Ces dix dernières années, les clubs de football ont échangé 41 milliards d'euros sur le marché des transferts, exactement le prix payé pour racheter Twitter ou l'aide d'urgence demandée par l'ONU en 2022. Pas énorme, en somme...
Sauf que tout augmente, même dans le football. L’inflation est telle que pour protéger ses contrats d'une OPA sauvage, comme jadis celle de Paris sur Neymar (222 millions d'euros), Barcelone introduit des clauses libératoires à 1 milliard d'euros (Fati, Pedri, Araujo). «Avec les gens du Golfe, il faut tout prévoir», a justifié le président Laporta, sans aucune ironie.
Les joueurs n'ont rien demandé, ils négocient leur salaire, mais pas leur prix. Reste que ce n'est pas facile à assumer, malgré tout. Pas facile de devenir l'homme qui valait un milliard. Encore moins quand l'acheteur passe à l'acte.
Transféré de Lille pour 25 millions d'euros, Thiago Mendes pensait ne pas valoir une telle somme, et son acquéreur, Lyon, se demande encore s'il n'avait pas raison. Certes, le milieu brésilien est sorti de sa voie de garage pour dépanner en défense, mais il n'a pas servi à grand-chose depuis son arrivée. Il reconnaît que le prix de son transfert a pu exercer une forme d'emprise psychologique.
Sans doute n'est-ce pas un hasard si la déception que suscite un transfert est à la mesure du montant investi. Pas un hasard si les deux joueurs les plus chers de l'été 2021 sont aussi les deux plus grandes déconvenues de la saison, Jack Grealish (118 millions d'euros) et Romelu Lukaku (115 millions).
Jack grealish! What a performance 👏 pic.twitter.com/jJB8SyfPdj
— 🎏FootballLad (@AvfcFella) April 26, 2022
Grealish ne cache pas ses difficultés d'adaptation à Manchester City.
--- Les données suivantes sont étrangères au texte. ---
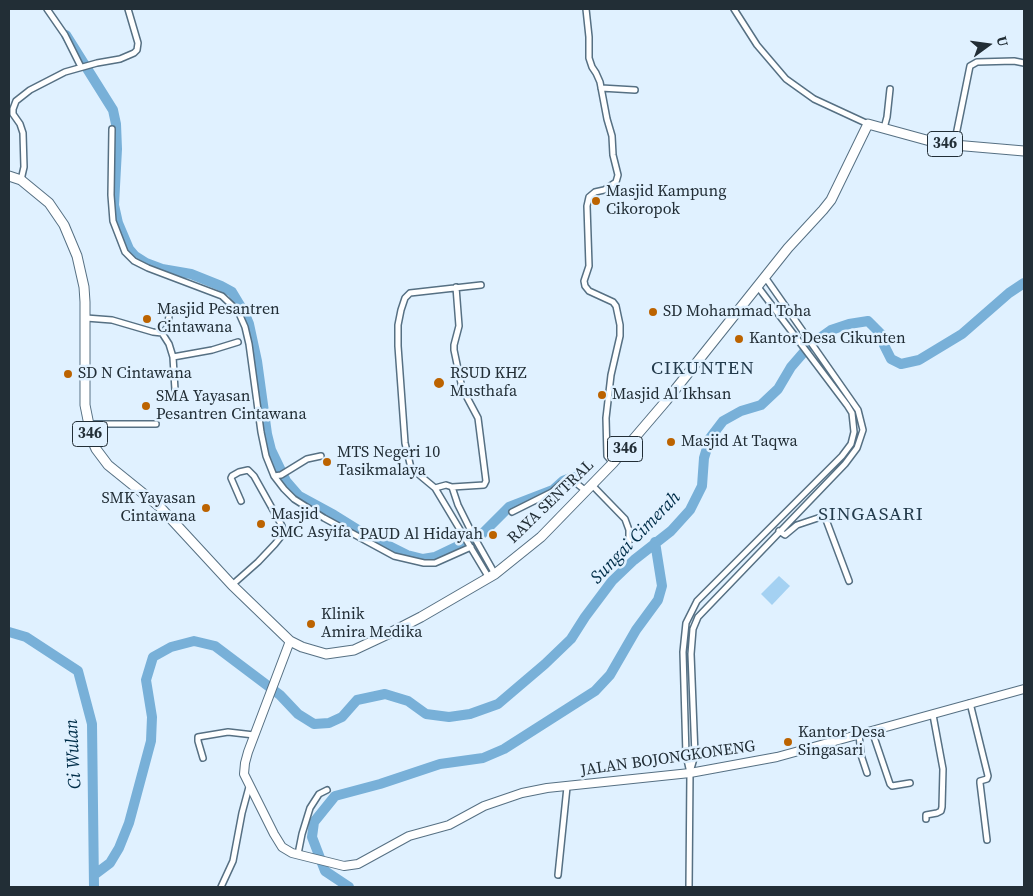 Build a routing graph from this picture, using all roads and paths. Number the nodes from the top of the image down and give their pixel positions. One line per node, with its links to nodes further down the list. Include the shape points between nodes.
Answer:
1 (47, 9): 6 (street)
2 (128, 9): 6 (street, via 138,39 137,50 120,59)
3 (586, 9): 7 (street, via 589,58)
4 (734, 9): 10 (street, via 786,79 814,99)
5 (1024, 63): 13 (street, via 978,62 970,66)
6 (83, 67): 16 (street, via 65,72 30,90 14,104 13,114 22,128 24,162)
7 (601, 88): 9 (street); 32 (street, via 618,174 616,182 589,197 589,266 584,281 588,291 613,302 620,325 606,418 607,456)
8 (890, 89): 12 (street)
9 (635, 90)
10 (868, 124): 12 (main road, 346); 17 (main road, RAYA SENTRAL / 346, via 831,200)
11 (112, 128): 33 (street, via 113,221 125,252 148,268 222,296 238,310 249,344 266,456)
12 (884, 128): 13 (main road, 346)
13 (954, 145): 14 (main road, 346)
14 (1024, 152)
15 (9, 176): 16 (main road, 346)
16 (21, 180): 22 (main road, 346, via 49,203 69,234 81,270)
17 (765, 277): 20 (main road, RAYA SENTRAL / 346); 25 (street)
18 (481, 285): 19 (street)
19 (456, 287): 36 (street, via 459,326 454,350 462,388 478,418 486,481 484,485); 37 (street, via 410,294 400,310 398,325 408,460 411,468)
20 (758, 287): 26 (street); 32 (main road, RAYA SENTRAL / 346)
21 (169, 316): 23 (street, via 167,328)
22 (86, 318): 23 (street, via 112,320); 29 (main road, 346, via 84,391)
23 (162, 332): 27 (street)
24 (238, 342): 27 (street)
25 (814, 347): 26 (street); 35 (street, via 858,410 863,430 857,448)
26 (808, 352): 34 (street, via 852,413 854,432 851,444)
27 (173, 357): 28 (street)
28 (175, 390)
29 (88, 424): 30 (street); 50 (main road, 346, via 92,440 108,465 160,507)
30 (156, 424)
31 (321, 456): 33 (street, via 307,459)
32 (613, 464): 38 (main road, RAYA SENTRAL / 346)
33 (274, 476): 46 (street, via 294,499 394,556 435,563)
34 (820, 480): 35 (street); 45 (street)
35 (824, 484): 43 (street)
36 (452, 487): 37 (street); 40 (street)
37 (435, 488): 41 (street)
38 (589, 488): 42 (street, via 570,481 560,484 552,492); 44 (street, via 625,519); 48 (main road, RAYA SENTRAL / 346, via 541,536)
39 (241, 502): 50 (street, via 231,478 248,470 282,526 283,534)
40 (458, 505): 41 (street); 48 (street)
41 (448, 510): 46 (street)
42 (512, 512)
43 (780, 531): 47 (street); 49 (street, via 785,535 798,526 825,517)
44 (629, 542)
45 (755, 543): 47 (street); 53 (street, via 697,601 686,623)
46 (469, 544): 48 (street)
47 (761, 550): 54 (street, via 698,617 693,629)
48 (492, 576): 51 (main road, RAYA SENTRAL / 346, via 412,622 354,650 326,654)
49 (849, 581)
50 (232, 585): 51 (main road, 346)
51 (290, 641): 59 (main road)
52 (1024, 689): 55 (main road, JALAN BOJONGKONENG)
53 (684, 698): 54 (street); 61 (street, via 686,755)
54 (692, 698): 61 (street, via 695,755)
55 (970, 703): 56 (main road, JALAN BOJONGKONENG); 68 (street, via 988,776 980,781)
56 (933, 715): 57 (main road, JALAN BOJONGKONENG); 67 (street, via 944,769 942,807 941,811 926,815)
57 (872, 731): 58 (main road, JALAN BOJONGKONENG); 63 (street, via 890,784)
58 (859, 734): 61 (main road, JALAN BOJONGKONENG, via 777,756); 62 (street)
59 (254, 735): 60 (street, via 228,732 198,737); 65 (main road, via 244,769)
60 (203, 758)
61 (690, 773): 64 (main road, JALAN BOJONGKONENG); 72 (street)
62 (867, 773)
63 (910, 783)
64 (567, 786): 69 (main road, JALAN BOJONGKONENG, via 538,790 497,802 449,825 409,836 358,864 344,866); 70 (street)
65 (249, 787): 69 (main road, via 278,841 288,851); 71 (street, via 233,861)
66 (327, 790): 69 (street, via 319,794 306,816)
67 (926, 819)
68 (987, 840)
69 (301, 855)
70 (558, 875)
71 (221, 887)
72 (689, 887)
Il se dit conscient des attentes liées à son prix, car tout le monde le sait, il en va du concombre bio comme de l'ampli stéréo ou du footballeur pro: ce qui est plus cher est censé être meilleur.
Un jour où il nous dévoilait son budget, «pour te montrer que l'argent ne pousse pas comme les carottes», Christian Constantin nous expliquait que la vente de joueurs représentait jusqu'à un tiers de ses rentrées annuelles. «Si je réussis mes transferts...», pour l'acheteur comme pour le vendeur, l'opération est un risque. Mais d'expérience, le président du FC Sion n'a pas le sentiment que les joueurs s'en portent solidaires: «Quand ils signent un gros contrat, généralement, ils achètent un Cayenne le matin et une Lamborghini l'après-midi.»
Pas tous. Davantage branché vélo, Christophe Bonvin a «toujours eu conscience que mon activité était surévaluée. C’en était presque embarrassant, parfois».
«Je suis convaincu que certains joueurs assument mal leur prix, glisse un agent de la place. Je ne citerai pas de nom, je ne trahirai pas de secret, mais même en Suisse, vous trouvez des joueurs qui comparent leur situation à celle de leurs frères et soeurs et qui, déjà, culpabilisent de rester sur le banc pour 7000 francs par mois.»
A lui seul, Romelu Lukaku cumule 325 millions d'euros d'indemnités de transfert sur l'ensemble de sa carrière, un record dans le football. Mais pour être issu d'une famille très pauvre, le Belge semble détaché de ces questions matérielles. Il ne semble pas considérer que l'investissement de Roman Abramovitch, son ex président milliardaire, soit un risque dont il doive se montrer digne ou, pis, en empathie, si l'on résume la perception générale du Daily Mail.
Même posture de stoïcien chez Joao Felix, passé de Benfica à l'Atlético Madrid pour 126 millions d'euros, le quatrième transfert le plus élevé de l'histoire, alors qu'il avait à peine 19 ans.
Ce n'est pas forcément le cas des supporters qui, si l'on en croit un abonné rencontré au Wanda Metropolitano, s'estiment en droit d'«attendre trois fois plus de buts d'un Felix qui a coûté trois fois plus d'argent qu'un Lemar». Et ils peuvent attendre encore longtemps: Felix a contracté une nouvelle blessure et ne rejouera plus cette saison. Des absences qui commencent à compter, voire à peser.